#### MATERIAL PROVIDED
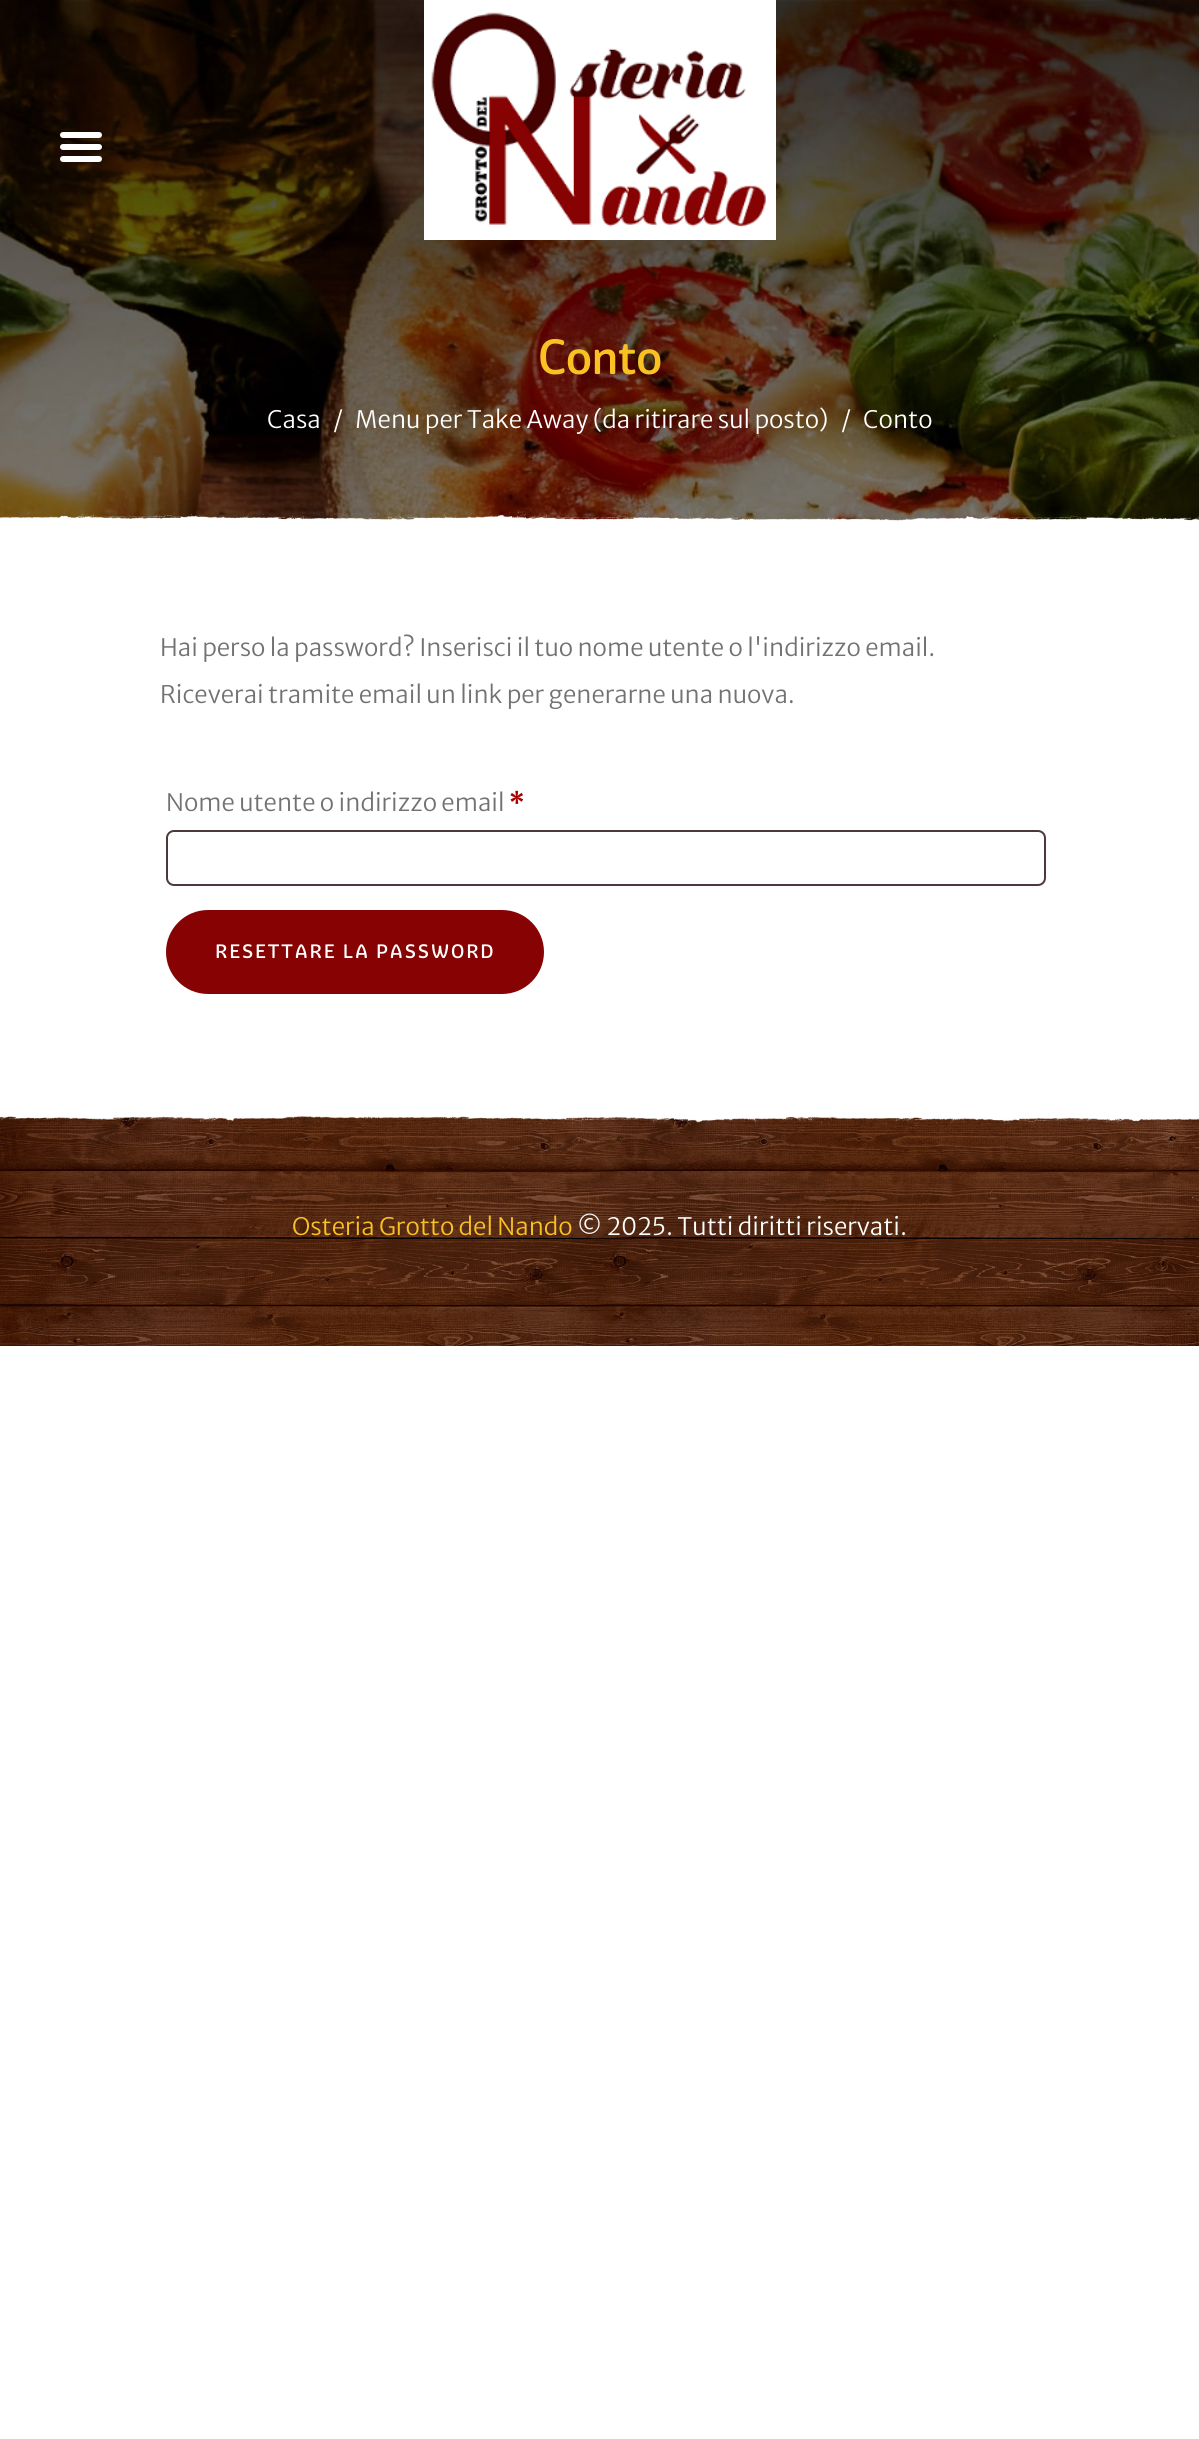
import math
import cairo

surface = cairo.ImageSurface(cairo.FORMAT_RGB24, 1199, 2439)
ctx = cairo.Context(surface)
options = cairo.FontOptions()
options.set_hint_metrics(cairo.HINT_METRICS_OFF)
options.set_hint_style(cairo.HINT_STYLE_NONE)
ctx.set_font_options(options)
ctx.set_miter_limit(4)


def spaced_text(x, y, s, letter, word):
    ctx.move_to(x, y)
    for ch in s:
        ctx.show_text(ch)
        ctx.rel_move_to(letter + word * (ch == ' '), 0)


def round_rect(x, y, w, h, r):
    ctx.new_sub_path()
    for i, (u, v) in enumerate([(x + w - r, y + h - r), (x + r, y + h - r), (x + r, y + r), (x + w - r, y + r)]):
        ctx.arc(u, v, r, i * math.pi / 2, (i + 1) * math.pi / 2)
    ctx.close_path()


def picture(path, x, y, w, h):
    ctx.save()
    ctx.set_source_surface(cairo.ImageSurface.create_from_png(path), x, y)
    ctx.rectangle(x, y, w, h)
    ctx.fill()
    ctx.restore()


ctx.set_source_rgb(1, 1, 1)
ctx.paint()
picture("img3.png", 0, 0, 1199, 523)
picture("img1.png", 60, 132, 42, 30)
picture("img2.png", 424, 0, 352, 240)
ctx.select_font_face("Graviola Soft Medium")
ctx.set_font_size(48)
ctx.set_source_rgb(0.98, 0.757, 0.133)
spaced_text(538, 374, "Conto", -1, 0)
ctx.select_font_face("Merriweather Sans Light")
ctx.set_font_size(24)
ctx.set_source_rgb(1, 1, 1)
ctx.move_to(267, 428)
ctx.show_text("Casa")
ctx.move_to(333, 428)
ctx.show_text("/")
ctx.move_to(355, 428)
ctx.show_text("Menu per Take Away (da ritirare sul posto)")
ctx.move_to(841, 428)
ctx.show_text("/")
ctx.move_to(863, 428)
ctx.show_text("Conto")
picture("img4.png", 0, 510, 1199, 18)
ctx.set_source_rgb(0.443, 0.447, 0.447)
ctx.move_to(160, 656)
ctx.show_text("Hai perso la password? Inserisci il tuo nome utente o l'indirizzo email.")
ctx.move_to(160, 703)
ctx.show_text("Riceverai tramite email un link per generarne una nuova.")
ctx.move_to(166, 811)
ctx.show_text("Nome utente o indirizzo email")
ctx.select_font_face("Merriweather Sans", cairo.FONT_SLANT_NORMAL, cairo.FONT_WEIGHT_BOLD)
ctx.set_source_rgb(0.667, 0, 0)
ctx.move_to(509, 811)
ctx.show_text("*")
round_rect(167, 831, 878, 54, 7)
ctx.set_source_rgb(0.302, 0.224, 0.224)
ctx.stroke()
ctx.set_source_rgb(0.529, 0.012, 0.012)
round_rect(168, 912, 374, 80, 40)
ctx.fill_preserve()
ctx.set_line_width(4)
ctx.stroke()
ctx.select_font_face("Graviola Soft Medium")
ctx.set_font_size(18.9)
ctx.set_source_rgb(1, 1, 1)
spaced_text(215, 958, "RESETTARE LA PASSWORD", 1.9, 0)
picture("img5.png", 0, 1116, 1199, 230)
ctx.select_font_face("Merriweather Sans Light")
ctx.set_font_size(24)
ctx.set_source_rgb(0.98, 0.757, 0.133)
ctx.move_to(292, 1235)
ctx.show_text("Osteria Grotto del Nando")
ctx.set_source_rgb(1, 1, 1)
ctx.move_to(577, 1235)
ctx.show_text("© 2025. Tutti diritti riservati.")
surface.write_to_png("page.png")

#### TASK DESCRIPTION
Please copy, exactly and with nothing else, the lines above beginning at the line that has "surface = cairo.ImageSurface(cairo.FORMAT_RGB24, 1199, 2439)" and ending with the line that has "ctx.restore()".

#### YOUR SOLUTION
surface = cairo.ImageSurface(cairo.FORMAT_RGB24, 1199, 2439)
ctx = cairo.Context(surface)
options = cairo.FontOptions()
options.set_hint_metrics(cairo.HINT_METRICS_OFF)
options.set_hint_style(cairo.HINT_STYLE_NONE)
ctx.set_font_options(options)
ctx.set_miter_limit(4)


def spaced_text(x, y, s, letter, word):
    ctx.move_to(x, y)
    for ch in s:
        ctx.show_text(ch)
        ctx.rel_move_to(letter + word * (ch == ' '), 0)


def round_rect(x, y, w, h, r):
    ctx.new_sub_path()
    for i, (u, v) in enumerate([(x + w - r, y + h - r), (x + r, y + h - r), (x + r, y + r), (x + w - r, y + r)]):
        ctx.arc(u, v, r, i * math.pi / 2, (i + 1) * math.pi / 2)
    ctx.close_path()


def picture(path, x, y, w, h):
    ctx.save()
    ctx.set_source_surface(cairo.ImageSurface.create_from_png(path), x, y)
    ctx.rectangle(x, y, w, h)
    ctx.fill()
    ctx.restore()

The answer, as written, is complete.